What you should do: Each line below needs to be repeated precisely as it is.

Data provided:
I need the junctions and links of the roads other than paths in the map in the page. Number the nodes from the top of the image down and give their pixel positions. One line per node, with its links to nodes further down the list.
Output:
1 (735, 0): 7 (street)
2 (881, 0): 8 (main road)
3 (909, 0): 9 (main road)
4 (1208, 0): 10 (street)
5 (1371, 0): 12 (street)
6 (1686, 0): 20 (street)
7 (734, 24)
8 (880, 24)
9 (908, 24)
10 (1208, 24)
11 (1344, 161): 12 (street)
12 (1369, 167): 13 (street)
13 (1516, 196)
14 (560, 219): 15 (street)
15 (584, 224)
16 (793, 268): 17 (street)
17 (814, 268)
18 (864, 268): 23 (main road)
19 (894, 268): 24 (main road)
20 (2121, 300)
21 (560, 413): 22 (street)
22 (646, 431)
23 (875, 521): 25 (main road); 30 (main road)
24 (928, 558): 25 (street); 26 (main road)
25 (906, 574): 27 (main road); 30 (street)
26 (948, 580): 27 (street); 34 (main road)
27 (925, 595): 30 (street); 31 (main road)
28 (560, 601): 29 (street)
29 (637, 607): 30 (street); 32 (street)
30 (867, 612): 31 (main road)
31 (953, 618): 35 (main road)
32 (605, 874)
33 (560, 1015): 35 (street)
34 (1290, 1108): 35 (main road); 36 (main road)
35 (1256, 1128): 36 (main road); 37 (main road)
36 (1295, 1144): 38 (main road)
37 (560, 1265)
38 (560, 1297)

Exercise result:
I need the junctions and links of the roads other than paths in the map in the page. Number the nodes from the top of the image down and give their pixel positions. One line per node, with its links to nodes further down the list.
Output:
1 (735, 0): 7 (street)
2 (881, 0): 8 (main road)
3 (909, 0): 9 (main road)
4 (1208, 0): 10 (street)
5 (1371, 0): 12 (street)
6 (1686, 0): 20 (street)
7 (734, 24)
8 (880, 24)
9 (908, 24)
10 (1208, 24)
11 (1344, 161): 12 (street)
12 (1369, 167): 13 (street)
13 (1516, 196)
14 (560, 219): 15 (street)
15 (584, 224)
16 (793, 268): 17 (street)
17 (814, 268)
18 (864, 268): 23 (main road)
19 (894, 268): 24 (main road)
20 (2121, 300)
21 (560, 413): 22 (street)
22 (646, 431)
23 (875, 521): 25 (main road); 30 (main road)
24 (928, 558): 25 (street); 26 (main road)
25 (906, 574): 27 (main road); 30 (street)
26 (948, 580): 27 (street); 34 (main road)
27 (925, 595): 30 (street); 31 (main road)
28 (560, 601): 29 (street)
29 (637, 607): 30 (street); 32 (street)
30 (867, 612): 31 (main road)
31 (953, 618): 35 (main road)
32 (605, 874)
33 (560, 1015): 35 (street)
34 (1290, 1108): 35 (main road); 36 (main road)
35 (1256, 1128): 36 (main road); 37 (main road)
36 (1295, 1144): 38 (main road)
37 (560, 1265)
38 (560, 1297)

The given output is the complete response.